Other Drugs in North Carolina: Regarding illegal pharmaceuticals, while not a prominent class of drugs for abuse like cocaine or marijuana, the illegal distribution and abuse of prescription narcotics is widespread through North Carolina. Abusers tend to “doctor shop” for pain medication, or as in one case, learn of a clinic or pharmacy freely distributing narcotics on demand without a prescription. Such is the case of Medi-fare Pharmacy and the adjoining Grover Medical Clinic in Grover, NC. Before being shut down, Medi-fare was the number one dispenser of methadone in the country and the number four dispenser of OxyContin. Together, Medi-fare and the Grover Medical Clinic supplied abusers in North Carolina, South Carolina, Georgia, Tennessee, Ohio, Missouri, Oklahoma, Louisiana, Michigan and Virginia with tens of thousands of dosage units monthly.

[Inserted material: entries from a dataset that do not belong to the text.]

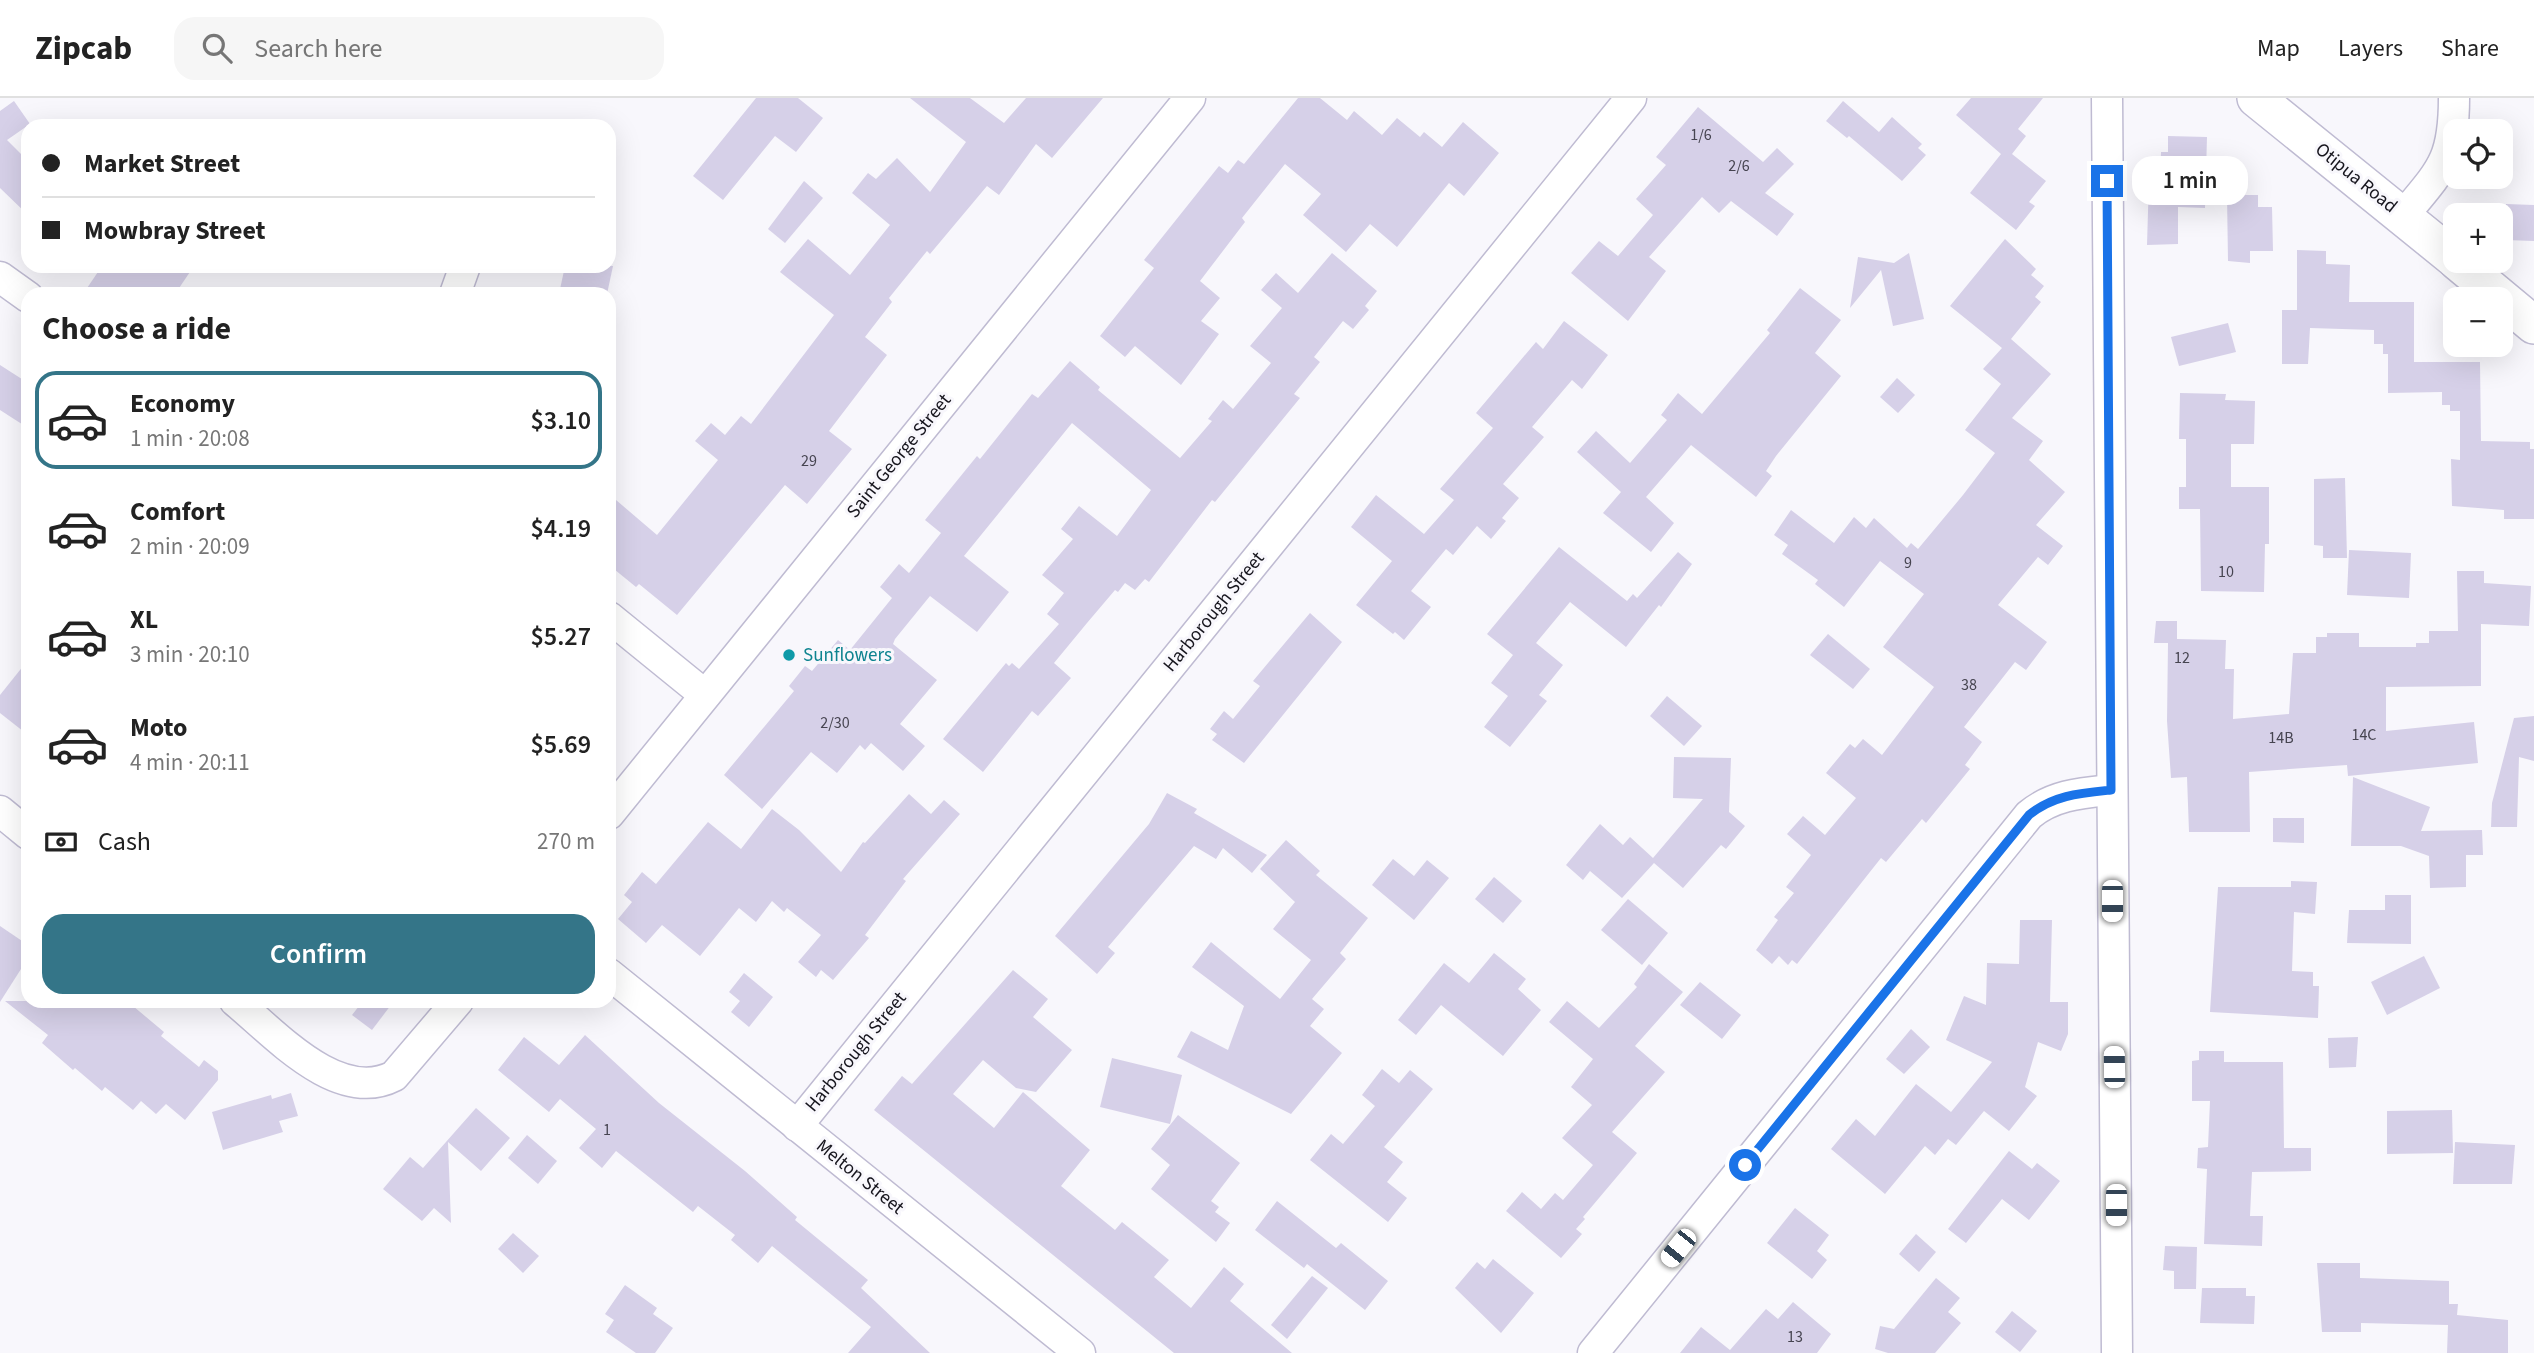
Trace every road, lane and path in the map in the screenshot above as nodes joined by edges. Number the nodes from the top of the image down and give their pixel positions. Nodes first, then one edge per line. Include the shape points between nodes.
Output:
1 (1190, 98) edge
2 (1631, 98) edge
3 (2106, 98) edge
4 (2256, 98) edge
5 (2454, 98) edge
6 (2403, 216) junction
7 (2443, 249) edge
8 (2472, 273) edge
9 (0, 277) edge
10 (21, 292) edge
11 (2534, 325) edge
12 (616, 623) edge
13 (705, 695) junction
14 (2111, 790) junction
15 (616, 805) edge
16 (0, 811) edge
17 (21, 828) edge
18 (616, 980) edge
19 (243, 1008) edge
20 (452, 1008) edge
21 (797, 1126) junction
22 (1080, 1353) edge
23 (1593, 1353) edge
24 (2117, 1353) edge

1 - 13 street, Saint George Street
2 - 21 street, Harborough Street
3 - 14 street
4 - 6 street, Otipua Road
5 - 6 street via 2448,157 2435,181
6 - 7 street, Otipua Road
8 - 11 street, Otipua Road
9 - 10 street
12 - 13 street
13 - 15 street, Saint George Street
14 - 23 street via 2065,796 2029,815
14 - 24 street
16 - 17 street
18 - 21 street, Melton Street
19 - 20 street via 315,1066 366,1085 394,1076
21 - 22 street, Melton Street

DEA Mobile Enforcement Teams: This cooperative program with state and local law enforcement counterparts was conceived in 1995 in response to the overwhelming problem of drug-related violent crime in towns and cities across the nation. There have been 409 deployments completed resulting in 16,763 arrests of violent drug criminals as of February 2004. There have been five MET deployments in the State of North Carolina since the inception of the program: Monroe, Kinston, Durham, Lumberton, and Rocky Mount.
DEA Regional Enforcement Teams: This program was designed to augment existing DEA division resources by targeting drug organizations operating in the United States where there is a lack of sufficient local drug law enforcement. This Program was conceived in 1999 in response to the threat posed by drug trafficking organizations that have established networks of cells to conduct drug trafficking operations in smaller, non-traditional trafficking locations in the United States. Nationwide, there have been 22 deployments completed resulting in 608 arrests of drug trafficking criminals as of February 2004. There have been two RET deployments in the State of North Carolina since the inception of the program: Asheville and Charlotte.
Other Enforcement Operations in North Carolina: The OCDETF programs in the Eastern, Middle, and Western Federal Judicial Districts of North Carolina are very strong. The Western District ranks number one in prosecutions in the Southeast OCDETF Region.